Activity>
Copy the listing exactly, images excluded.
START Exercise data
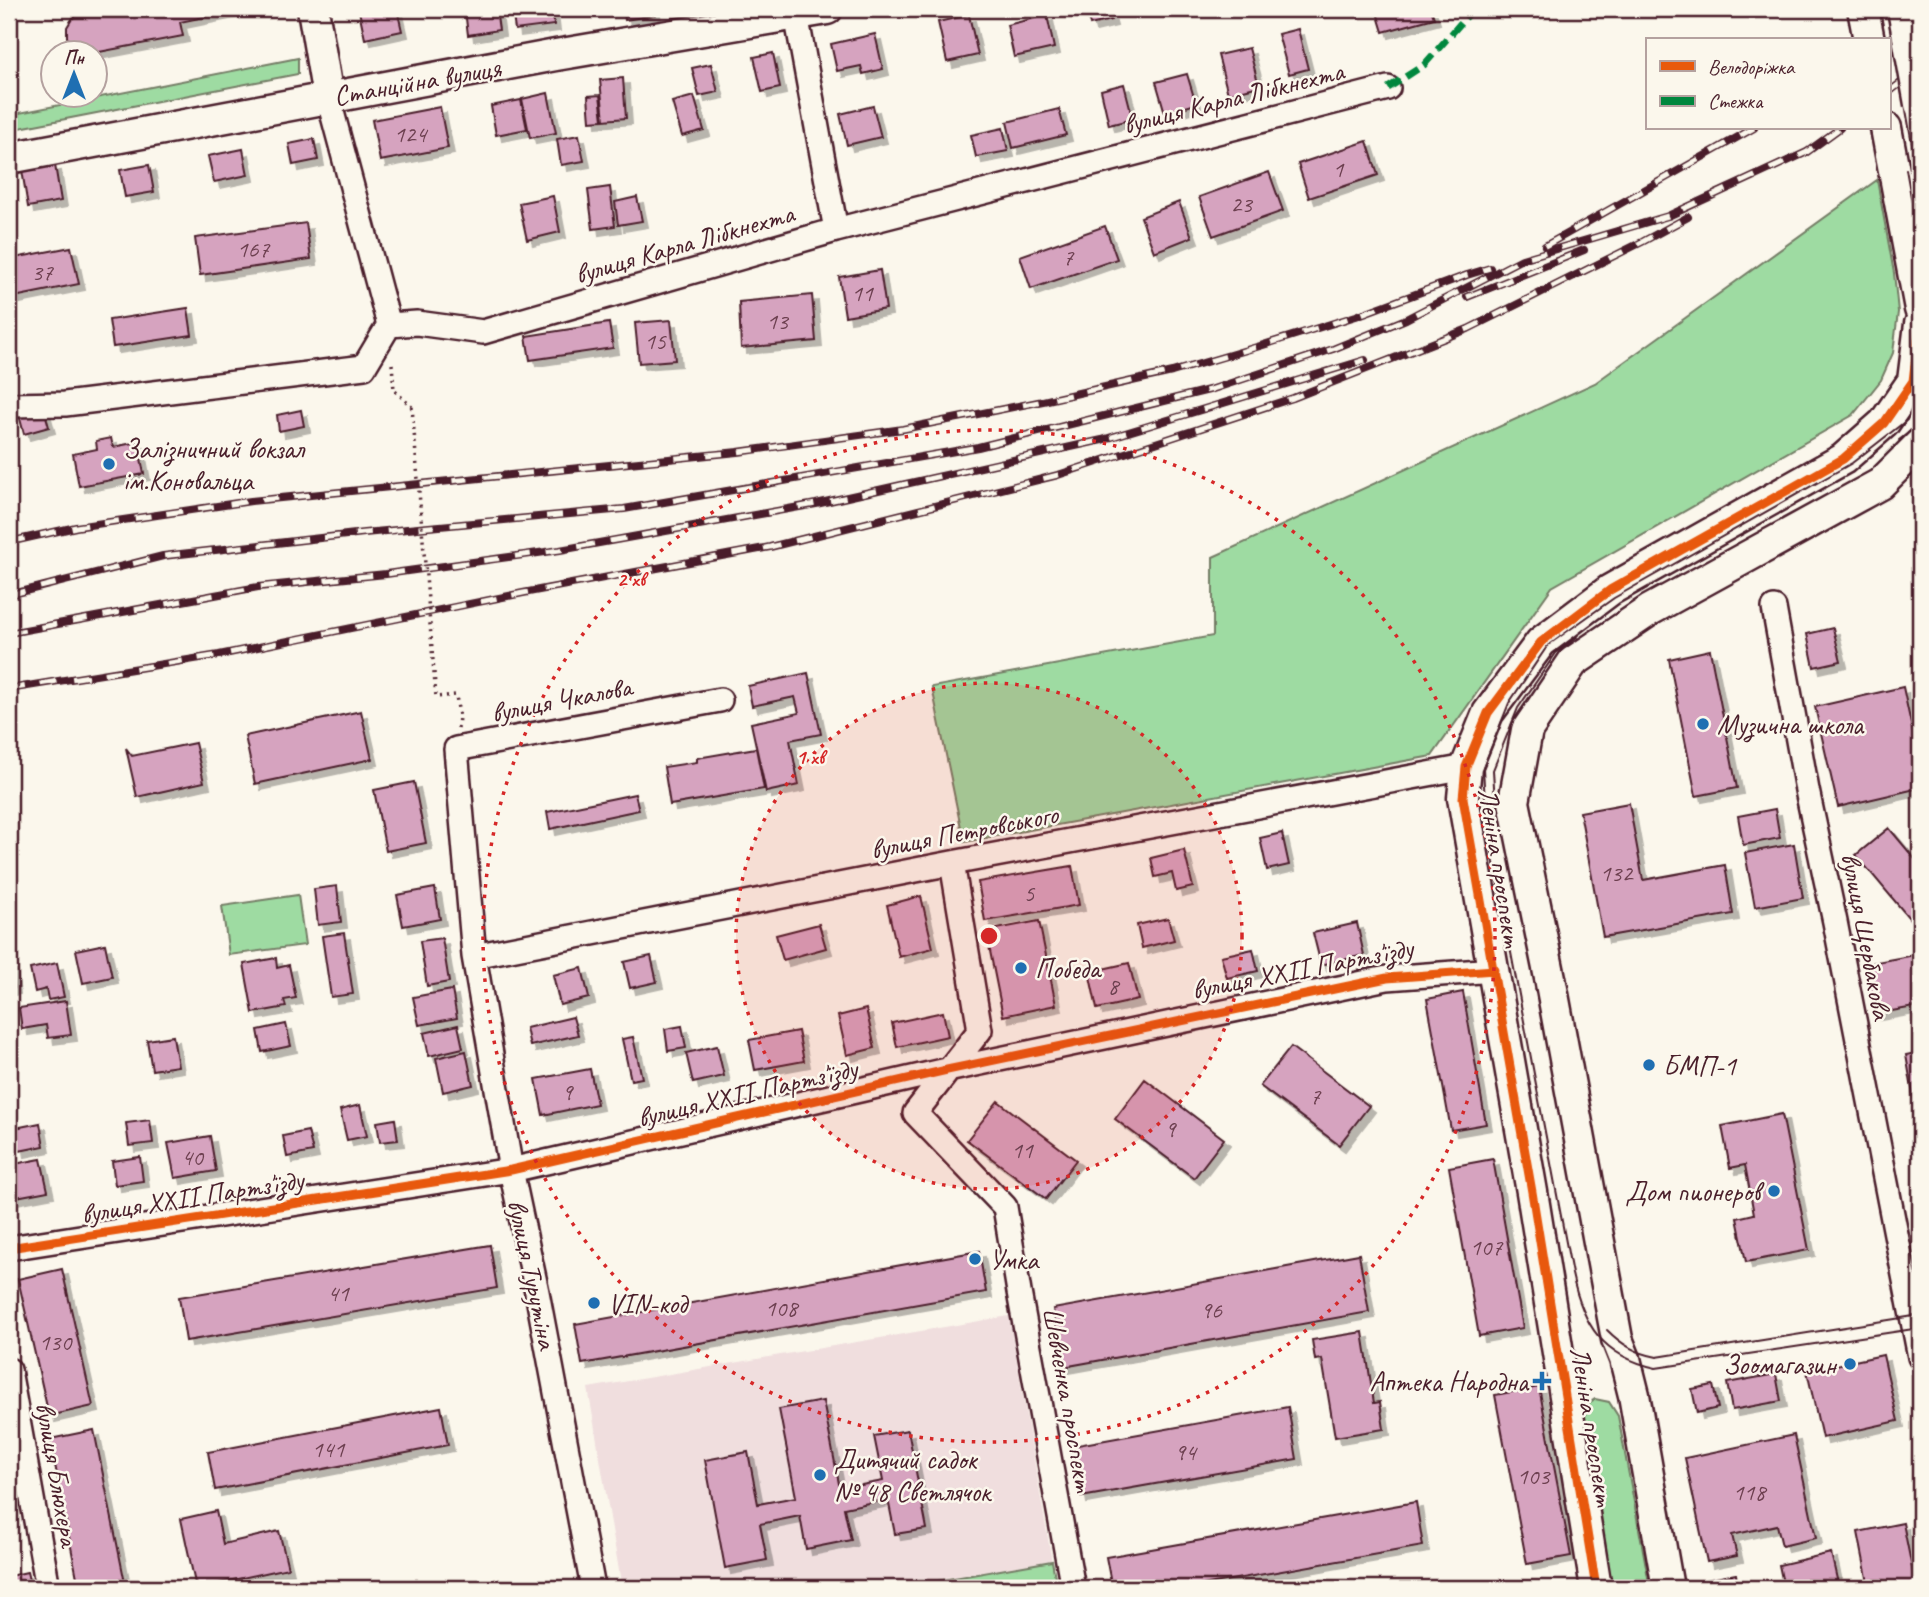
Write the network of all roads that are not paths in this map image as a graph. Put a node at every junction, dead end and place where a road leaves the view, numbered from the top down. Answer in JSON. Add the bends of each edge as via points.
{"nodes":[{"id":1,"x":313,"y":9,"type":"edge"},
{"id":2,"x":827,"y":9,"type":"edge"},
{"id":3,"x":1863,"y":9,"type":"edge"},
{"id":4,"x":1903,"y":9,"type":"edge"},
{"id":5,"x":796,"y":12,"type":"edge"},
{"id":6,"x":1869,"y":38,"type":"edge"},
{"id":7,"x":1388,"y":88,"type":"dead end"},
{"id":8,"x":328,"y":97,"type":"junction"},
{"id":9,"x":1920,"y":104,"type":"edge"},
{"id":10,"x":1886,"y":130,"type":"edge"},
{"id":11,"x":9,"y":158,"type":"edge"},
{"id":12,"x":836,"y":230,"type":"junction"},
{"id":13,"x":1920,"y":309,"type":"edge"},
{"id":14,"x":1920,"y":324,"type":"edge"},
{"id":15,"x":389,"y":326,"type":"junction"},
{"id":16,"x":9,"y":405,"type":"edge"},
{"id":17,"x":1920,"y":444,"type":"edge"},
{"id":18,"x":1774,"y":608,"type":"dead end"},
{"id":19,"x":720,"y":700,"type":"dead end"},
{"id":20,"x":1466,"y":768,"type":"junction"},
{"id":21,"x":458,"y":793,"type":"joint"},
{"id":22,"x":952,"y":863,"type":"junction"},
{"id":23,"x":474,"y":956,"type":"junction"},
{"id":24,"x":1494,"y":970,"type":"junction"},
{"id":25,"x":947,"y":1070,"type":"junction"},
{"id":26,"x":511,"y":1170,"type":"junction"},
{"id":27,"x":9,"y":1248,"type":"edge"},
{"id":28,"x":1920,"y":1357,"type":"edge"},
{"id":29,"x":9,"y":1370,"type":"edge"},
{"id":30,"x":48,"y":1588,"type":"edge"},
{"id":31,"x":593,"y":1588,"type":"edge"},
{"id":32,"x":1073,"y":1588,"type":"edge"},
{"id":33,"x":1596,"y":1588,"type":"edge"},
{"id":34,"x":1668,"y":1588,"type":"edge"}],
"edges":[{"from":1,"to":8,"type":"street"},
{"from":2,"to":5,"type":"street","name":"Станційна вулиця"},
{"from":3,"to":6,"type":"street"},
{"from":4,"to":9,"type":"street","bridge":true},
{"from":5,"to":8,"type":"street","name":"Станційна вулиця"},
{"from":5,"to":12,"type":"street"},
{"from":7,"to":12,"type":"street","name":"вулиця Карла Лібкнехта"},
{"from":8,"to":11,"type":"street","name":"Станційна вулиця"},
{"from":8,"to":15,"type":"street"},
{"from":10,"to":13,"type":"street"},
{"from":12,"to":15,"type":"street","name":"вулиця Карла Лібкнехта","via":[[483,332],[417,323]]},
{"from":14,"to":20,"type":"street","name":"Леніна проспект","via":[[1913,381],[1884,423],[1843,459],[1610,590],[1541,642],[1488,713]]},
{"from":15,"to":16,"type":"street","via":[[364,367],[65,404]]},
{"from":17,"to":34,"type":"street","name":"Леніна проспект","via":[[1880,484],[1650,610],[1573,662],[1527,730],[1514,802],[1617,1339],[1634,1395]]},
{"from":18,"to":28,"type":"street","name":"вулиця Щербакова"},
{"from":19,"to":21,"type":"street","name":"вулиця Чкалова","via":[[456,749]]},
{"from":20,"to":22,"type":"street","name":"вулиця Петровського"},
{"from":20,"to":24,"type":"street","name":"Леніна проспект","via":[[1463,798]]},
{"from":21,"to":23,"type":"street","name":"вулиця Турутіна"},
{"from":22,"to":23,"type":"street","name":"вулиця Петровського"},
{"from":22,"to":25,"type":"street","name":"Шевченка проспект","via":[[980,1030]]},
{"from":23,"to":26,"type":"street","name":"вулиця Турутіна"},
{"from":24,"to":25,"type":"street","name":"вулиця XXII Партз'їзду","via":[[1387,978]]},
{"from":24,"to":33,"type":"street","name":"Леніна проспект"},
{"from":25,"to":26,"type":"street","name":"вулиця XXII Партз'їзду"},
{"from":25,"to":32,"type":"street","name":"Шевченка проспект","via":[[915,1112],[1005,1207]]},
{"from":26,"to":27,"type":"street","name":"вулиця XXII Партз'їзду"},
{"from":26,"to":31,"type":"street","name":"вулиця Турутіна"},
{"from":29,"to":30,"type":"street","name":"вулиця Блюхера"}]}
END Exercise data
Output of the exercise>
Write the network of all roads that are not paths in this map image as a graph. Put a node at every junction, dead end and place where a road leaves the view, numbered from the top down. Answer in JSON. Add the bends of each edge as via points.
{"nodes":[{"id":1,"x":313,"y":9,"type":"edge"},
{"id":2,"x":827,"y":9,"type":"edge"},
{"id":3,"x":1863,"y":9,"type":"edge"},
{"id":4,"x":1903,"y":9,"type":"edge"},
{"id":5,"x":796,"y":12,"type":"edge"},
{"id":6,"x":1869,"y":38,"type":"edge"},
{"id":7,"x":1388,"y":88,"type":"dead end"},
{"id":8,"x":328,"y":97,"type":"junction"},
{"id":9,"x":1920,"y":104,"type":"edge"},
{"id":10,"x":1886,"y":130,"type":"edge"},
{"id":11,"x":9,"y":158,"type":"edge"},
{"id":12,"x":836,"y":230,"type":"junction"},
{"id":13,"x":1920,"y":309,"type":"edge"},
{"id":14,"x":1920,"y":324,"type":"edge"},
{"id":15,"x":389,"y":326,"type":"junction"},
{"id":16,"x":9,"y":405,"type":"edge"},
{"id":17,"x":1920,"y":444,"type":"edge"},
{"id":18,"x":1774,"y":608,"type":"dead end"},
{"id":19,"x":720,"y":700,"type":"dead end"},
{"id":20,"x":1466,"y":768,"type":"junction"},
{"id":21,"x":458,"y":793,"type":"joint"},
{"id":22,"x":952,"y":863,"type":"junction"},
{"id":23,"x":474,"y":956,"type":"junction"},
{"id":24,"x":1494,"y":970,"type":"junction"},
{"id":25,"x":947,"y":1070,"type":"junction"},
{"id":26,"x":511,"y":1170,"type":"junction"},
{"id":27,"x":9,"y":1248,"type":"edge"},
{"id":28,"x":1920,"y":1357,"type":"edge"},
{"id":29,"x":9,"y":1370,"type":"edge"},
{"id":30,"x":48,"y":1588,"type":"edge"},
{"id":31,"x":593,"y":1588,"type":"edge"},
{"id":32,"x":1073,"y":1588,"type":"edge"},
{"id":33,"x":1596,"y":1588,"type":"edge"},
{"id":34,"x":1668,"y":1588,"type":"edge"}],
"edges":[{"from":1,"to":8,"type":"street"},
{"from":2,"to":5,"type":"street","name":"Станційна вулиця"},
{"from":3,"to":6,"type":"street"},
{"from":4,"to":9,"type":"street","bridge":true},
{"from":5,"to":8,"type":"street","name":"Станційна вулиця"},
{"from":5,"to":12,"type":"street"},
{"from":7,"to":12,"type":"street","name":"вулиця Карла Лібкнехта"},
{"from":8,"to":11,"type":"street","name":"Станційна вулиця"},
{"from":8,"to":15,"type":"street"},
{"from":10,"to":13,"type":"street"},
{"from":12,"to":15,"type":"street","name":"вулиця Карла Лібкнехта","via":[[483,332],[417,323]]},
{"from":14,"to":20,"type":"street","name":"Леніна проспект","via":[[1913,381],[1884,423],[1843,459],[1610,590],[1541,642],[1488,713]]},
{"from":15,"to":16,"type":"street","via":[[364,367],[65,404]]},
{"from":17,"to":34,"type":"street","name":"Леніна проспект","via":[[1880,484],[1650,610],[1573,662],[1527,730],[1514,802],[1617,1339],[1634,1395]]},
{"from":18,"to":28,"type":"street","name":"вулиця Щербакова"},
{"from":19,"to":21,"type":"street","name":"вулиця Чкалова","via":[[456,749]]},
{"from":20,"to":22,"type":"street","name":"вулиця Петровського"},
{"from":20,"to":24,"type":"street","name":"Леніна проспект","via":[[1463,798]]},
{"from":21,"to":23,"type":"street","name":"вулиця Турутіна"},
{"from":22,"to":23,"type":"street","name":"вулиця Петровського"},
{"from":22,"to":25,"type":"street","name":"Шевченка проспект","via":[[980,1030]]},
{"from":23,"to":26,"type":"street","name":"вулиця Турутіна"},
{"from":24,"to":25,"type":"street","name":"вулиця XXII Партз'їзду","via":[[1387,978]]},
{"from":24,"to":33,"type":"street","name":"Леніна проспект"},
{"from":25,"to":26,"type":"street","name":"вулиця XXII Партз'їзду"},
{"from":25,"to":32,"type":"street","name":"Шевченка проспект","via":[[915,1112],[1005,1207]]},
{"from":26,"to":27,"type":"street","name":"вулиця XXII Партз'їзду"},
{"from":26,"to":31,"type":"street","name":"вулиця Турутіна"},
{"from":29,"to":30,"type":"street","name":"вулиця Блюхера"}]}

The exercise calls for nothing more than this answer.